Icars via Flickr Creative Commons

In the wake of President Obama’s announcement last week of executive action to temporarily shield some four million undocumented immigrants from deportation, Redlands Christian Migrant Association is planning to begin offering an Immigration Assistance Program. Immigrant advocates applaud the President’s action, but say they’re worried con artists have already begun using the newly announced national immigration policy to target Florida’s 632,000 undocumented immigrants.

Scammers can lure in victims claiming that for a fee, they can help immigrants with government paperwork to apply for deferred action or for a work permit.

“I was stunned to hear that on the Spanish radio stations they’re advertising already,” said Redlands Christian Migrant Association Executive Director Barbara Mainster.  “They’re saying, ‘come in.  I’m an immigrant office with 20 years’ experience.  We can help you fill out…’  We don’t even know what forms they have to have yet!”

Part of the problem is that immigrants may confuse the role of notary publics in the U.S. with notarias in Mexico.  “In Spanish, a notario is closer to a lawyer and so notary publics here frequently take advantage and the parents see, “Notary Public” and they think, ‘oh, it’s like in my country,’ and they say, ‘you know, you don’t have documents, but there are ways we can help you do this,’” said Mainster. 

“They collect thousands and thousands of dollars sometimes and make people think that in fact they’re going to be able to get documents and they don’t.”

Government applications through the new immigration rules won’t be available for six months and Mainster urges undocumented immigrants not to pay anyone to help them navigate the new system now.  She said the best thing undocumented immigrants can do now is begin collecting documents to prove they’ve lived in the U.S. for at least the last five years.

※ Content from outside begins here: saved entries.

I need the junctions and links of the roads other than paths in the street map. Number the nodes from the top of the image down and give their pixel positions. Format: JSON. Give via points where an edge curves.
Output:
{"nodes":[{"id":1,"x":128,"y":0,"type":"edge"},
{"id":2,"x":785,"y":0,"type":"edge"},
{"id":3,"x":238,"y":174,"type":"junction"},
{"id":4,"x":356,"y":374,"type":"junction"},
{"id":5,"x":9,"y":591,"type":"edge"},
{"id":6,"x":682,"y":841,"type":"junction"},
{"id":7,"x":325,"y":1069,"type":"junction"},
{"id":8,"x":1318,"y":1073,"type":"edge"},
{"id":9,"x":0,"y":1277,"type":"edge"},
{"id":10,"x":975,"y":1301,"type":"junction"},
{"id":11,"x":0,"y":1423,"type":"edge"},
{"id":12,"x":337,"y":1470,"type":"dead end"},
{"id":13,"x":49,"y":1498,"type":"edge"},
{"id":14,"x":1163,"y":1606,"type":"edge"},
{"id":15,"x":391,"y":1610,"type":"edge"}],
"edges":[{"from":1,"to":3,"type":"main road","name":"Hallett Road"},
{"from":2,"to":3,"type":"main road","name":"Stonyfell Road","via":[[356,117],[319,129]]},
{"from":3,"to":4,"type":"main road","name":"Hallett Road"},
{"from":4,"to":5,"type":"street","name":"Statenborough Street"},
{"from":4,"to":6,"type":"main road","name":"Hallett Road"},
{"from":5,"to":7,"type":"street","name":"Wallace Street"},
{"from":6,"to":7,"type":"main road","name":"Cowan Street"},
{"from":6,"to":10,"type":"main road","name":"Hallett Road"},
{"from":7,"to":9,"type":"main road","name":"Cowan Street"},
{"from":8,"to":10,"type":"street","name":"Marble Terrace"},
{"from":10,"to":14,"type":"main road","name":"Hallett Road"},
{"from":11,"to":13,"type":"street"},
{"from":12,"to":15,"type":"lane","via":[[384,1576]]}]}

Mainster says she saw this same type of scamming occur in 2007, when former President George W. Bush was urging congressional action on immigration reform.  That effort died in the Senate, but that’s when RCMA staff first began putting together an Immigration Assistance Program.

The initiative will run through a separate corporation currently being established as a 501c3 non-profit and will be administered through the 75 centers RCMA operates throughout the state.

The Redlands Christian Migrant Association provides child care and other services for migrant farmworker families in 21 Florida counties.